* [Your task] Scan the entries below for the word "thumb", then copy each line that holds it.

======

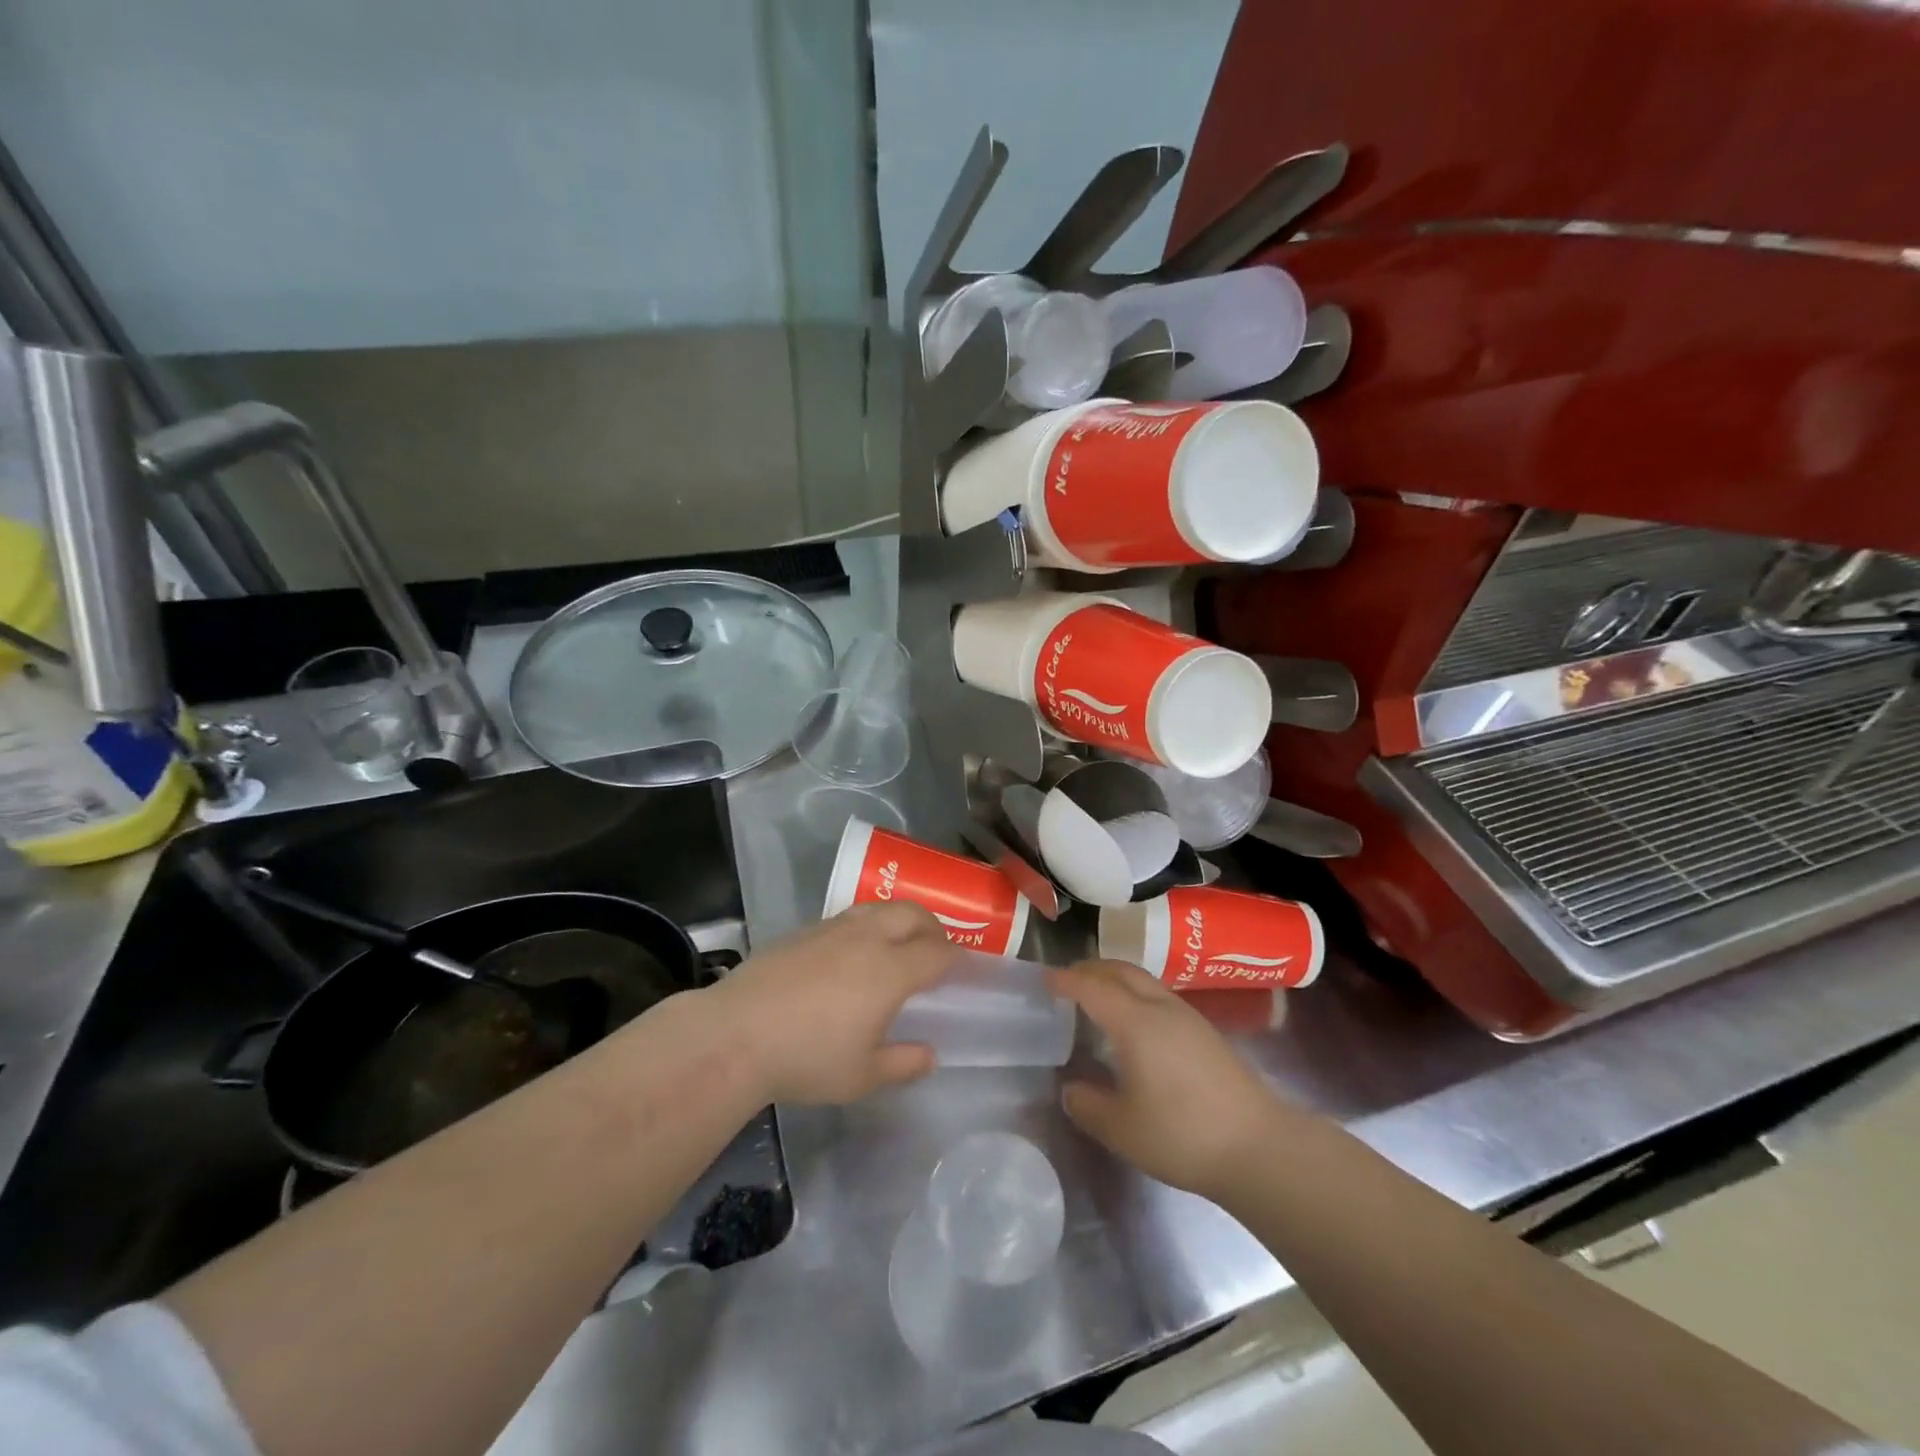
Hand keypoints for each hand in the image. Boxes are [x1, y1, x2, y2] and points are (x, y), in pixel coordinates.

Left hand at [702, 902, 955, 1104]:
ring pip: (878, 908)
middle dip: (932, 926)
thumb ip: (902, 1063)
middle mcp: (867, 939)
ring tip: (897, 941)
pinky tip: (852, 951)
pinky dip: (865, 925)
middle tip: (936, 947)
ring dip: (898, 918)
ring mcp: (832, 929)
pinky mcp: (802, 931)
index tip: (961, 966)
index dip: (955, 956)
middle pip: (912, 914)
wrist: (735, 1035)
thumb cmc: (807, 1059)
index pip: (936, 951)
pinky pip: (847, 917)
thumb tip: (929, 1055)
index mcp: (891, 971)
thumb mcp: (861, 1076)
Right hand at [1050, 959, 1288, 1200]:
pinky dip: (1135, 994)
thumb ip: (1089, 1105)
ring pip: (1144, 981)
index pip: (1093, 987)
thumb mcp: (1122, 1129)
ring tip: (1097, 997)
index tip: (1045, 979)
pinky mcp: (1205, 1033)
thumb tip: (1072, 1089)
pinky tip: (1133, 1024)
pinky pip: (1159, 996)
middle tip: (1067, 980)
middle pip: (1121, 971)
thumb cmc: (1182, 1135)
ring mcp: (1188, 1017)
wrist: (1259, 1147)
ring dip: (1115, 979)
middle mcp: (1161, 1008)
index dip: (1066, 980)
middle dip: (1091, 969)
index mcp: (1135, 1022)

======

* [Response to the task]
thumb ip: (902, 1063)
thumb cmc: (807, 1059)
thumb tip: (929, 1055)
thumb mcp: (861, 1076)
thumb ip: (1089, 1105)
thumb mcp: (1122, 1129)
thumb tip: (1072, 1089)
thumb cmc: (1182, 1135)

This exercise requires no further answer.